Gone was the militant, “no surrender” tone of recent years, replaced instead with a far more conciliatory air. Enough, at least, for the Fermanagh MLA to be recast overnight as the harbinger of yet another new dawn of pro-union outreach to the nationalist community, north and south of the UK-imposed border. But as Ken Maginnis might say, one swallow doesn’t make a summer, and it remains to be seen if the former first minister will follow through on what her colleagues and PR people are representing as a brave gesture of goodwill (noting her arduous five hour journey from her home in one part of the country to a luxury hotel in another part of the country to make her “dignified” speech).
Of course, being Ireland, with the sun must come a little rain, and the ex-head of the rival Ulster Unionist Party, David Trimble, represented the distant rumble of thunder last week, issuing apocalyptic warnings of a “backlash” by the pro-union minority on the island if they don’t get their own way in any future Brexit deals between the United Kingdom and the European Union. According to the Irish Times, the former UUP MP claimed that he didn’t:
“…want to suggest that there’s a danger of violence from loyalist paramilitaries. But do bear in mind that movement in that direction is going to have a political consequence.”

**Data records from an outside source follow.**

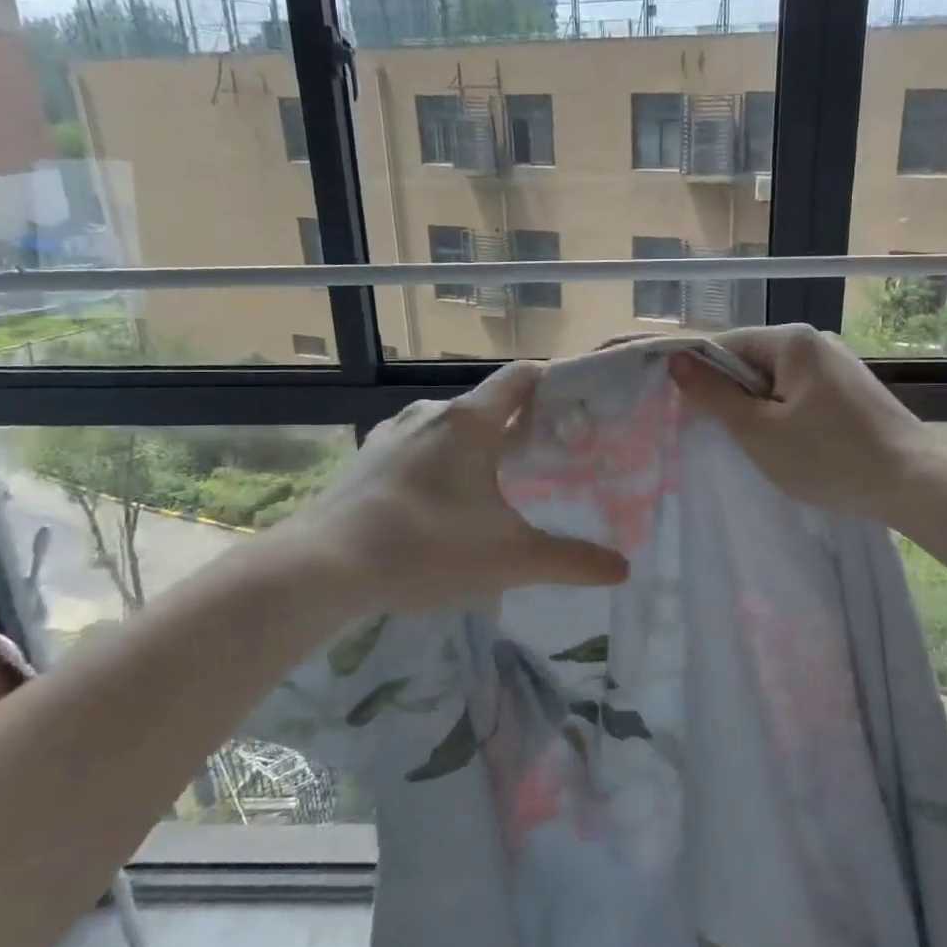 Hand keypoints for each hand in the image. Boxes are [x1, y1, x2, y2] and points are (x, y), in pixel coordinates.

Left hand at [260, 362, 628, 614]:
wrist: (323, 568)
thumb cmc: (427, 549)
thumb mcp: (511, 559)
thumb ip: (571, 561)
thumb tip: (623, 569)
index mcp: (471, 422)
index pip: (521, 376)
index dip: (553, 381)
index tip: (577, 404)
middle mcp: (431, 414)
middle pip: (488, 404)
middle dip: (519, 424)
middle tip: (547, 456)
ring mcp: (391, 433)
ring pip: (450, 427)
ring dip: (476, 445)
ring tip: (496, 483)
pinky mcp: (365, 459)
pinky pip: (416, 447)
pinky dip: (439, 462)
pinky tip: (440, 503)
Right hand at [669, 325, 931, 519]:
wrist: (911, 481)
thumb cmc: (827, 455)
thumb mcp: (758, 430)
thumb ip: (714, 395)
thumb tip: (676, 360)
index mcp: (791, 341)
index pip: (725, 345)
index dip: (700, 375)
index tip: (685, 410)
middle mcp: (815, 343)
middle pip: (751, 362)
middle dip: (732, 396)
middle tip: (721, 435)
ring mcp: (837, 366)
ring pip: (776, 383)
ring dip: (759, 410)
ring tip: (756, 446)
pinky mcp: (851, 391)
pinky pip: (801, 395)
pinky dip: (786, 416)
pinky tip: (790, 446)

Of course, by “loyalist paramilitaries” Trimble means British terrorists (except, in unionist eyes, it’s the Irish who have the “terrorists”). And by “movement”, he means any agreement between the democratically elected national governments in Dublin and London over the future of the UK-administered Six Counties which fails to gain the approval of the pro-union community in the disputed region. After all, unionists will not tolerate the wrong type of democracy.
Talking of disputes, I have no idea if the Sinn Féin MP, Barry McElduff, deliberately set out to taunt the unionist minority in the country with a rather inane tweet on the 5th of January, possibly referencing the infamous Kingsmill Massacre of that same month in 1976. The incident saw the murder of ten civilians near the eponymous village in County Armagh in a carefully planned ambush almost certainly carried out by volunteers of the South Armagh Brigade of the Irish Republican Army. The slaughter came in response to a litany of killings by the pro-British Ulster Volunteer Force, in particular the murder of six members of the Reavey and O’Dowd families, including a teenager and pensioner, the day before.

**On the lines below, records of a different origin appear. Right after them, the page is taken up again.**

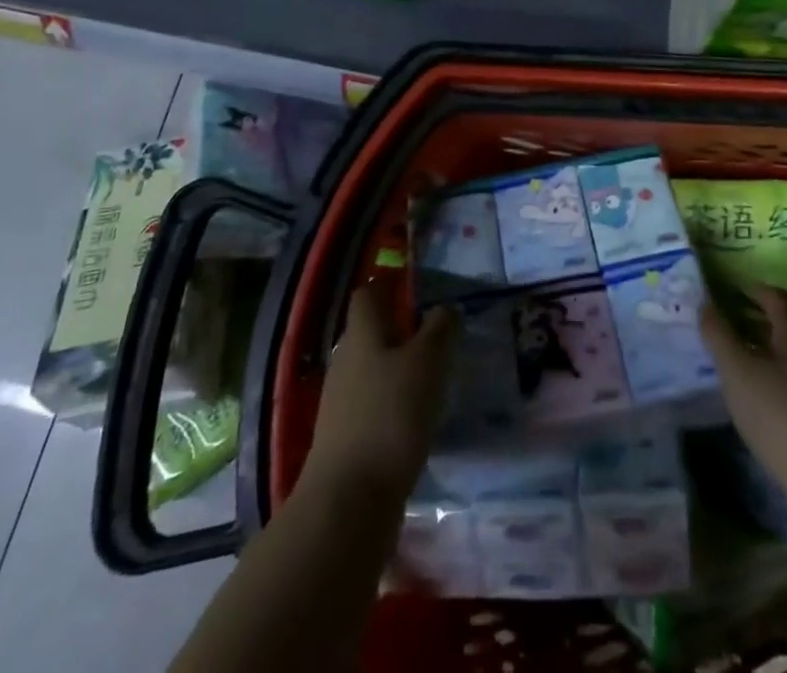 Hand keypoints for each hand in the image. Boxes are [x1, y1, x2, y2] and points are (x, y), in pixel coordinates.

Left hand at [300, 287, 457, 506]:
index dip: (390, 284)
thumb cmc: (391, 415)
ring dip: (398, 367)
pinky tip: (417, 416)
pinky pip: (372, 404)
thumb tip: (445, 307)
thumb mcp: (428, 362)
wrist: (348, 503)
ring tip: (434, 375)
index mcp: (362, 333)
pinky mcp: (346, 438)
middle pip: (370, 331)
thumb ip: (440, 329)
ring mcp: (341, 402)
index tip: (418, 285)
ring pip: (372, 368)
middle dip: (399, 327)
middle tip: (437, 332)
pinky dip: (393, 402)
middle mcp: (346, 360)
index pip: (369, 293)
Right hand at [701, 283, 786, 507]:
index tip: (724, 293)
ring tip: (735, 365)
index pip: (774, 296)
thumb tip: (704, 302)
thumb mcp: (738, 374)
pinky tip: (762, 402)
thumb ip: (718, 336)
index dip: (749, 290)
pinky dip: (778, 380)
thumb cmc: (783, 419)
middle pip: (785, 325)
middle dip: (754, 322)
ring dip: (765, 353)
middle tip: (722, 328)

The latter killings were the work of the UVF’s long-lived Glenanne Gang, a terror faction composed of former and serving British policemen and soldiers operating in mid-Ulster. During its eight-year reign of terror, the death squad took the lives of over 120 men, women and children, assisted by the UK Forces, particularly the Royal Ulster Constabulary or RUC, the controversial local counterinsurgency police. The deaths at Kingsmill caused a prolonged halt to its activities in the counties of Armagh, Down and Tyrone, justifying the retaliatory deaths in some eyes. However, whatever the reasons for the 1976 ambush, or its outcome, it is difficult to see the dreadful event as anything other than a war crime. Which makes the Barry McElduff tweet, if purposefully framed to cause hurt and offence, all the more reprehensible.

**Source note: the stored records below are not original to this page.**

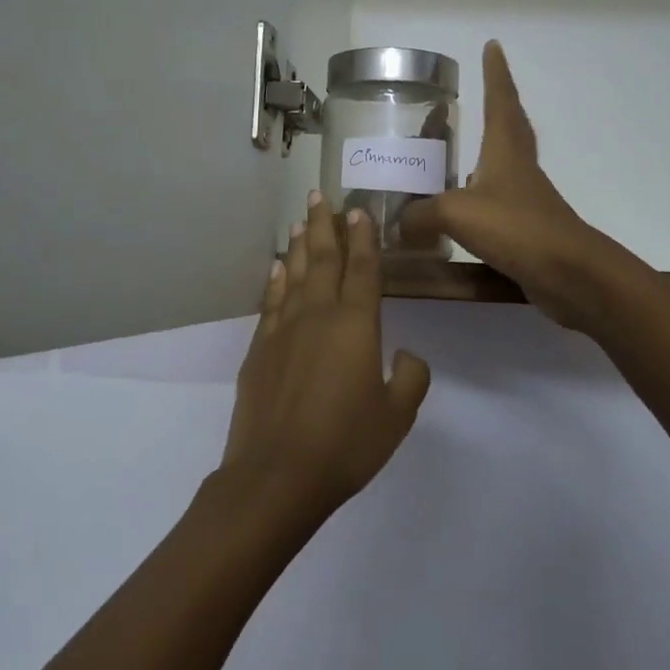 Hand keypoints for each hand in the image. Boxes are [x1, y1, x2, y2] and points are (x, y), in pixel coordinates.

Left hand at [222, 194, 431, 519]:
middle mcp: (318, 316)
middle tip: (321, 194)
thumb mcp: (397, 416)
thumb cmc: (346, 445)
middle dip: (326, 225)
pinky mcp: (259, 350)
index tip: (360, 210)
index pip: (363, 269)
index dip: (364, 238)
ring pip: (294, 275)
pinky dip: (275, 280)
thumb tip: (404, 353)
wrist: (277, 475)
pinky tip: (278, 268)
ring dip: (300, 245)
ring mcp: (283, 331)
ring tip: (302, 220)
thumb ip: (410, 377)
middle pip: (323, 259)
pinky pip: (271, 302)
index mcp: (356, 325)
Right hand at [399, 41, 628, 329]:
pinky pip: (495, 204)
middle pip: (509, 127)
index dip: (496, 73)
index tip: (493, 46)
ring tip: (455, 154)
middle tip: (479, 92)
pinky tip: (458, 212)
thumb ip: (421, 214)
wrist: (569, 274)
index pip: (500, 100)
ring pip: (501, 166)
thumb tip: (398, 224)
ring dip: (484, 154)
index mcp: (505, 150)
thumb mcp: (456, 213)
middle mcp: (518, 168)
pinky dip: (477, 199)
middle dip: (496, 106)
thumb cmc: (516, 228)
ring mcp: (525, 199)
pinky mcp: (525, 229)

After two weeks of dithering and excuse-making the Tyrone politician has now resigned in no small measure of disgrace from Sinn Féin, while the DUP chief, Arlene Foster, is posing as a sort of northern F W de Klerk, with the relatives of the slain men at Kingsmill justifiably having their voices heard after too many years of being left out in the post-Troubles’ cold. However, the Reavey and O’Dowd families, as in 1976, remain silenced, the victims of the wrong type of massacre. In Britain’s legacy colony on the island of Ireland, its not just the living who are segregated but also the dead.